Tomatoes under newspapers!
Some 20 or so years ago, I lived in a house that had a large tree in a small back yard with no space for a garden. A friend nearby told me I could have a garden on her lot. The space she gave me was so close to the woods that little grass grew. In addition, because of the surrounding trees; the only sunlight was before noon. The rest of the day, my little garden spot was in total shade. Yet, I had the best tomato plants there I have ever raised.
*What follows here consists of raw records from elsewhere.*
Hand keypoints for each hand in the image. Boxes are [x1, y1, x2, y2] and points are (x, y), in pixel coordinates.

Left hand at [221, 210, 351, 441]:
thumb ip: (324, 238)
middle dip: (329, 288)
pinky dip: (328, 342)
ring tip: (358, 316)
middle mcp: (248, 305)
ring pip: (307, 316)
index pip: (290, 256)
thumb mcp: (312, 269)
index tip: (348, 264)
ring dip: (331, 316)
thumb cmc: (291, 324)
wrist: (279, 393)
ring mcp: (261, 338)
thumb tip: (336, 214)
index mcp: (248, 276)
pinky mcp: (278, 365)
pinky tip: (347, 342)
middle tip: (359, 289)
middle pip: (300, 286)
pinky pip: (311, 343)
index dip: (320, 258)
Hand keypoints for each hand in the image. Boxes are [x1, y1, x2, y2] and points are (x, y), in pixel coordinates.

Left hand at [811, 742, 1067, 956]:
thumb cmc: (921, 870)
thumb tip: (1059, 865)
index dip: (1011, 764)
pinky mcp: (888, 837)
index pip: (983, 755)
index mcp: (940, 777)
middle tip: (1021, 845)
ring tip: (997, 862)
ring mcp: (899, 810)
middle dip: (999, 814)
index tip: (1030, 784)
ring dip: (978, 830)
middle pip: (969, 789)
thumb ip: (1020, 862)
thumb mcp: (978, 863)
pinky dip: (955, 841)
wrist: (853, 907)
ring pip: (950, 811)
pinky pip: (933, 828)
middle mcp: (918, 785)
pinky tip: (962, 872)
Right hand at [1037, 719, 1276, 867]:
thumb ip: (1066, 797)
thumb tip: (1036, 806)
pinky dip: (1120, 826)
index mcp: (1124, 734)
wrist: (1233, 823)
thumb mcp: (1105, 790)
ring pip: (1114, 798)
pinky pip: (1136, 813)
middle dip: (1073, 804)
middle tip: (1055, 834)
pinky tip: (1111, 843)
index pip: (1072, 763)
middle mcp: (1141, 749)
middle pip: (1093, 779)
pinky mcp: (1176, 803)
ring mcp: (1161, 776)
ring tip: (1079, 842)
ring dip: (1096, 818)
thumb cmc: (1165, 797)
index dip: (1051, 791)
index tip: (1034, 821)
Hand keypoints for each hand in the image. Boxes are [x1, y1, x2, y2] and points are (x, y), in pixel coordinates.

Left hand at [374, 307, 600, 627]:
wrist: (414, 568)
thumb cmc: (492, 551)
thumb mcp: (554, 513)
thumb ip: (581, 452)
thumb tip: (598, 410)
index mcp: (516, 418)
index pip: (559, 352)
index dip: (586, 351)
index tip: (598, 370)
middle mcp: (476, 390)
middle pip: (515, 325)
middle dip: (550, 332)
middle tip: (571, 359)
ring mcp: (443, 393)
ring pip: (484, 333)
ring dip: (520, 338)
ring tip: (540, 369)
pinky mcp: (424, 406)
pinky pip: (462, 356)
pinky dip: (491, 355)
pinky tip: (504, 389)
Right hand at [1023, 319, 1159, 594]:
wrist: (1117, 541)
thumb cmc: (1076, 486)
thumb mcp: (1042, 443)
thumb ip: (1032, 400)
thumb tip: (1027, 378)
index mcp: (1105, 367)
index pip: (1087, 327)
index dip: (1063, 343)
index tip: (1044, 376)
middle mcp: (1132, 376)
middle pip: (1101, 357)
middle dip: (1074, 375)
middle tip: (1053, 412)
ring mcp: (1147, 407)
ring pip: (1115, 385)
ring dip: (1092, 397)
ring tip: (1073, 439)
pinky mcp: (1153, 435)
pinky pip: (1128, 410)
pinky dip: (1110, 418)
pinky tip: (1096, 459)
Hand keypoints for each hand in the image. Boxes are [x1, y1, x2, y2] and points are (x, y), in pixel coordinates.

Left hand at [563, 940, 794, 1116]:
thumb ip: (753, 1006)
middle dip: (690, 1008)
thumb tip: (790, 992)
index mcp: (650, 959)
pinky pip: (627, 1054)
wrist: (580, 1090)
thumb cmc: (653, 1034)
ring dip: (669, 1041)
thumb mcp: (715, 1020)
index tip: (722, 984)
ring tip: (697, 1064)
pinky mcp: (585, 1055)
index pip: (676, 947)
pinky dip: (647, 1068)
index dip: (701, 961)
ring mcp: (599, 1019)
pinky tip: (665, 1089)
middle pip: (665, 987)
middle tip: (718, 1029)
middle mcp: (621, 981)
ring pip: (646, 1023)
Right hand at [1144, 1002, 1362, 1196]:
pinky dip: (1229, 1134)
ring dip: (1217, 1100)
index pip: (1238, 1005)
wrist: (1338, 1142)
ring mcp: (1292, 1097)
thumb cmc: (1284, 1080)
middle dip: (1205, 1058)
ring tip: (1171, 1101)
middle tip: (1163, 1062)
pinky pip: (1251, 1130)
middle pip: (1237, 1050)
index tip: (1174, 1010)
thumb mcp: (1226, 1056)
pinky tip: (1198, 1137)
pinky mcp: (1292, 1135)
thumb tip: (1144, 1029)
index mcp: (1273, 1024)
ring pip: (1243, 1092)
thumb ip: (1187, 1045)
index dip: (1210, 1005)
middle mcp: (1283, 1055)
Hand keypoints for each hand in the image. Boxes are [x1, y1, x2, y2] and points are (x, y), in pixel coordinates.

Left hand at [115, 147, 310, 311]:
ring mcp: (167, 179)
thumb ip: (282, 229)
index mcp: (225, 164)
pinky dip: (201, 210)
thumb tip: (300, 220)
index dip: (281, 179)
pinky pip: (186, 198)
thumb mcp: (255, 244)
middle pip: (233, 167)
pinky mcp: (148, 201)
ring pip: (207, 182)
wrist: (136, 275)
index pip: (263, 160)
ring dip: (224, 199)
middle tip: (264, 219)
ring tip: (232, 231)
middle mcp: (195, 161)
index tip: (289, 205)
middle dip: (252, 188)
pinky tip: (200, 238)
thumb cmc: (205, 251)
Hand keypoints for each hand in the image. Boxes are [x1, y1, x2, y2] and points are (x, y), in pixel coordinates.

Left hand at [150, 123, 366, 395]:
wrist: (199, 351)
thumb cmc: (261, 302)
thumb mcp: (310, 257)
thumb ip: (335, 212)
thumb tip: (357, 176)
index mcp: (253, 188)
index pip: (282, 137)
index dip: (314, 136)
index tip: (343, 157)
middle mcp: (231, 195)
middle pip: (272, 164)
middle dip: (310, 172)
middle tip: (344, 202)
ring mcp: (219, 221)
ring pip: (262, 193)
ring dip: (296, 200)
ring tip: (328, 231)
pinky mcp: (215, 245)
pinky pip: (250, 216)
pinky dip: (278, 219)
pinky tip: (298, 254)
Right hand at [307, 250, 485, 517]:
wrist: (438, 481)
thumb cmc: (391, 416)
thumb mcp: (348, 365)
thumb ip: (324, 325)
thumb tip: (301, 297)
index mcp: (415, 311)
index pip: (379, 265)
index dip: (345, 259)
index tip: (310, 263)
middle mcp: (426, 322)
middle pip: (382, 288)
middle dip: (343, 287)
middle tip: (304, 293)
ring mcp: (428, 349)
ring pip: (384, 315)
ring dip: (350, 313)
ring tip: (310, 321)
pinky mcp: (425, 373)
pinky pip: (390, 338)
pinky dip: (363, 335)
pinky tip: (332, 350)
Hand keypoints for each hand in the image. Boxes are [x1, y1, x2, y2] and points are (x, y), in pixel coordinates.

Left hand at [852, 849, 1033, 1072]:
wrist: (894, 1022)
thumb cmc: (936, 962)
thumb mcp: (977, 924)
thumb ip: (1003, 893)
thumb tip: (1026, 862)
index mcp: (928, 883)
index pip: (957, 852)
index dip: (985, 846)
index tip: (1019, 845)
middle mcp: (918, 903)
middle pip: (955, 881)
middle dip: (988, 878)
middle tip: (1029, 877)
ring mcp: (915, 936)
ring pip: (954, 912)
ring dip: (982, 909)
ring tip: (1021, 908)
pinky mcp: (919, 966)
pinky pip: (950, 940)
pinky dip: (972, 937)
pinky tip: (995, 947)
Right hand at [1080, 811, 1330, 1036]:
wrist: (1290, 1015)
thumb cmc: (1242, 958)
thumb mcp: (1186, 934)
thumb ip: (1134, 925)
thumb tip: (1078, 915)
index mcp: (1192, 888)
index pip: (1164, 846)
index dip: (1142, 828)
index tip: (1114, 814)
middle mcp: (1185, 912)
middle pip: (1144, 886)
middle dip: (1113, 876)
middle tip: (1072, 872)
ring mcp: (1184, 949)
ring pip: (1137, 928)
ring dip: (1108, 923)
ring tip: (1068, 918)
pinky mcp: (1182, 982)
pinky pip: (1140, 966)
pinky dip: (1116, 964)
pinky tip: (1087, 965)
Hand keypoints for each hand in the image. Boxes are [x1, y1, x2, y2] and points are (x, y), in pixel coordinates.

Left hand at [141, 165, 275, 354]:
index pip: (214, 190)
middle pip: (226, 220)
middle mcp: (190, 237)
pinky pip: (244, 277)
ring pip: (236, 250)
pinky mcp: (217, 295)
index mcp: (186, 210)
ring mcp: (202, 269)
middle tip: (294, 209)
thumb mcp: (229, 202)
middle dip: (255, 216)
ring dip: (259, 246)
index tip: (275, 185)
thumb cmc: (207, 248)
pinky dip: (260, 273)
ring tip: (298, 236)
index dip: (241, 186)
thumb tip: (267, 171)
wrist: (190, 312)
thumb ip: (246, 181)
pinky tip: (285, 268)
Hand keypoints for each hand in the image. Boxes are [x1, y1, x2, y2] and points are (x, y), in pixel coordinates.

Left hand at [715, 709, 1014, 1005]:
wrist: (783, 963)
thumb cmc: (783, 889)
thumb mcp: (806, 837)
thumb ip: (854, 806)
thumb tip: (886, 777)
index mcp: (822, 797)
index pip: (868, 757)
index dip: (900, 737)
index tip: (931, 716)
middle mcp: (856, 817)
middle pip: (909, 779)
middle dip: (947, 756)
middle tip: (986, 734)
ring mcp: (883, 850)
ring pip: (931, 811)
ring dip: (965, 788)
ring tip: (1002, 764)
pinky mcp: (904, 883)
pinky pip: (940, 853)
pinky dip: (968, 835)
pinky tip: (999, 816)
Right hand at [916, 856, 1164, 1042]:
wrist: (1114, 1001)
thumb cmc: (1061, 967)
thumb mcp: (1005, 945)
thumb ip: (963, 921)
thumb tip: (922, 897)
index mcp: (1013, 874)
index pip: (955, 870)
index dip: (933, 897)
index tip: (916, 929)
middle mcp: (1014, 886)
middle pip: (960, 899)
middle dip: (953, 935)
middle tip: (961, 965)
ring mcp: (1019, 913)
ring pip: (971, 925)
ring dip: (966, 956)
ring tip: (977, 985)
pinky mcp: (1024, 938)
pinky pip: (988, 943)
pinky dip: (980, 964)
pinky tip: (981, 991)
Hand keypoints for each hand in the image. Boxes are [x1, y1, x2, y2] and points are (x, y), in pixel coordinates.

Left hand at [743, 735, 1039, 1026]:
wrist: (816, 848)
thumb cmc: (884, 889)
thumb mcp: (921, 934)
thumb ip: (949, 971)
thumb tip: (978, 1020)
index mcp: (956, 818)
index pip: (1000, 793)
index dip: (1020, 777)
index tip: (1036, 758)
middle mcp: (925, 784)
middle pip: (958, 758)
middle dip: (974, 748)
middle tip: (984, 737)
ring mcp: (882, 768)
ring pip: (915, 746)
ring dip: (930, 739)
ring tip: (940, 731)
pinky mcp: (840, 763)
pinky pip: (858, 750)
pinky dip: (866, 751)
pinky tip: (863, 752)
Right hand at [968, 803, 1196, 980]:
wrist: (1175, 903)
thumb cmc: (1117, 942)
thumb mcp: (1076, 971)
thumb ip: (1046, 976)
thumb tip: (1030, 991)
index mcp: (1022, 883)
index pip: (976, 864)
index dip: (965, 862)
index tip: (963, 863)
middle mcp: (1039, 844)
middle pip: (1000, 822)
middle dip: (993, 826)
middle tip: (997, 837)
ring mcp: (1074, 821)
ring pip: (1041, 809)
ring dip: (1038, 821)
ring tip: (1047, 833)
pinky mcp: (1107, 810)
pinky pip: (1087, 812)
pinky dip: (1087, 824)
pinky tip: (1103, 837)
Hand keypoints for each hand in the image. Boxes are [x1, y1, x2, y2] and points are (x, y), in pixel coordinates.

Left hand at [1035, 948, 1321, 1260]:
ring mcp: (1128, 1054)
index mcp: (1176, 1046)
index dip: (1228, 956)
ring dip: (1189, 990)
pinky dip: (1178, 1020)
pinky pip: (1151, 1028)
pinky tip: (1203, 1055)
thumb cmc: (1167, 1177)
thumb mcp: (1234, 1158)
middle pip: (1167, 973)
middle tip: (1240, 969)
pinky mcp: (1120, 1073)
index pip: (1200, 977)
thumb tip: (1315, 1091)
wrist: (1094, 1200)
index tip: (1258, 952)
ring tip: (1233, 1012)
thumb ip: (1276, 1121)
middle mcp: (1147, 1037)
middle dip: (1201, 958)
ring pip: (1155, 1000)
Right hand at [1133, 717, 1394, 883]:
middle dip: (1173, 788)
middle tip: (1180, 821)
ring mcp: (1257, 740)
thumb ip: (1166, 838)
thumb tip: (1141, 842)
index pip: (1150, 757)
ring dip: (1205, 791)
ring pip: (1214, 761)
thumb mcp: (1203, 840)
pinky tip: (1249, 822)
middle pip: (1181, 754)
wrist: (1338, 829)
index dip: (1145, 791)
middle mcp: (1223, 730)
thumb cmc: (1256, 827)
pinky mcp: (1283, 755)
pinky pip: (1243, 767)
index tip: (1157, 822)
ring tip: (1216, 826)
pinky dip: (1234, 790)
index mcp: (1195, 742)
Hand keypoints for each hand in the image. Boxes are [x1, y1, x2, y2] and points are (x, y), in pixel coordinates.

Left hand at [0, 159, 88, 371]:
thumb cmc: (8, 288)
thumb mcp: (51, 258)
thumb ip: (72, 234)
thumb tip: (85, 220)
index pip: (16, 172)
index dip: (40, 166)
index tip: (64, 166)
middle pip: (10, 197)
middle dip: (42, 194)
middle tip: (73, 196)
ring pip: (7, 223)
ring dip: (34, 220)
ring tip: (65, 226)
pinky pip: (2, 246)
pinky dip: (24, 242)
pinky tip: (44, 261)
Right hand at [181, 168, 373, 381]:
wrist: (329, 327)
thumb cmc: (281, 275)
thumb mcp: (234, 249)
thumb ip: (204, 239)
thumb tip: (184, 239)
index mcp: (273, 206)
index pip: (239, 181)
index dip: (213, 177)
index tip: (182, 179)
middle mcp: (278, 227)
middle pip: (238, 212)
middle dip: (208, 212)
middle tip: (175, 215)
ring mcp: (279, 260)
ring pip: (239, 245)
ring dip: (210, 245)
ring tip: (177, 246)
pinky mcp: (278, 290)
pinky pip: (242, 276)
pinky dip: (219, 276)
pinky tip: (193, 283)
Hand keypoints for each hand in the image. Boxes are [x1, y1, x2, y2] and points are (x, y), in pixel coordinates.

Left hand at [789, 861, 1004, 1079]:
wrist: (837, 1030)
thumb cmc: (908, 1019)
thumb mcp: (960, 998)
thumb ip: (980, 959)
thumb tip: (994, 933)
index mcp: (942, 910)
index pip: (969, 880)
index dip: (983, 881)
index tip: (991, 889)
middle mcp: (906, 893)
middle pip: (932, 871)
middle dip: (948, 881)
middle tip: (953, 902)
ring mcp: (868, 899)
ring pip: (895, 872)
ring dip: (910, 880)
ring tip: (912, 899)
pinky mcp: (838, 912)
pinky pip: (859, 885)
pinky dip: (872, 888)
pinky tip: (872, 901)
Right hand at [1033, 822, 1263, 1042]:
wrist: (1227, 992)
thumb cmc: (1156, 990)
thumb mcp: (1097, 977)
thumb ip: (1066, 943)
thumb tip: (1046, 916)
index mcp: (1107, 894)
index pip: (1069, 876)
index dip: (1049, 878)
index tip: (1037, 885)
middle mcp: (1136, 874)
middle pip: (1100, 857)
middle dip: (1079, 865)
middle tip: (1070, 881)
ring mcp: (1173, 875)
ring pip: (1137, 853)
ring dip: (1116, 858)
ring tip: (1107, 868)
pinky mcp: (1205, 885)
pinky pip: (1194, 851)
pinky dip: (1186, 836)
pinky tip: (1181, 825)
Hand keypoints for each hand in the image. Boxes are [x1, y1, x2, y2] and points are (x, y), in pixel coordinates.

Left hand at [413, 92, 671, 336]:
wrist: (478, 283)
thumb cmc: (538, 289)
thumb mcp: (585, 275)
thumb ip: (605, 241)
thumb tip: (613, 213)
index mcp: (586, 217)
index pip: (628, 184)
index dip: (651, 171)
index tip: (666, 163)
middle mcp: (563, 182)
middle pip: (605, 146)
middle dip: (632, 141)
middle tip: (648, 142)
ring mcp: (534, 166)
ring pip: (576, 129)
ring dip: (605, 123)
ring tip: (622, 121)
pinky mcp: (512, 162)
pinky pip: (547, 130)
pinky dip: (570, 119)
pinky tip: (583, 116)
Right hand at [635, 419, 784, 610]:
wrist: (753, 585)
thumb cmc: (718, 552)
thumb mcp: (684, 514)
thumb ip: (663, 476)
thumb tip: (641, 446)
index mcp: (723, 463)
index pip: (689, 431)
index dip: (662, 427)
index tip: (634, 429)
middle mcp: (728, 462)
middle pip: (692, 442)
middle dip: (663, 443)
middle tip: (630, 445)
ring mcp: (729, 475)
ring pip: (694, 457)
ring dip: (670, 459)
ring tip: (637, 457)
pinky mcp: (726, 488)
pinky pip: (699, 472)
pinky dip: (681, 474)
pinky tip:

There were other problems. Almost daily, we had rain. Never that spring did it dry out enough to work the soil (MO soil has enough clay in it that one can’t work it wet without it drying out as a hard, unworkable crusty soil). I didn’t have a rototiller and if I were to contact someone with a small tractor to plow the patch, it would have been too small. The plot I had was only a little larger than a sheet of plywood. The resulting problem was how do you plant in a new garden without tilling the soil?
I had 16 tomato plants. I had four each of four different varieties and I do not remember which varieties I had. I never added any fertilizer or any soil amendments. I never pruned the plants. As you can visualize, these 16 plants were planted very close together. I would go up to this little garden and pick a five-gallon of tomatoes every couple of days. Surprisingly, one variety never produced a single tomato. I assume the weather had some effect on that variety and because of that experience, I always plant more than one variety because we never know the conditions that will occur which might affect one variety and not another.
This story is about how I planted the tomatoes. Without disturbing the soil, I laid down a newspaper. On that newspaper, I placed the leaf part of the tomato. I then placed a newspaper on the root and stem part of the newspaper. As there were some dried leaves and rocky dirt under the woods, I gathered enough to place on the newspaper to hold it down so it would not fly away. I never touched my garden again until the plants began bearing. The only variable would have been the fact that it was still raining almost every day and so keeping my plants watered was not a problem.
The first question I will address is “How did my tomatoes produce so well without added fertilizers or soil amendments?”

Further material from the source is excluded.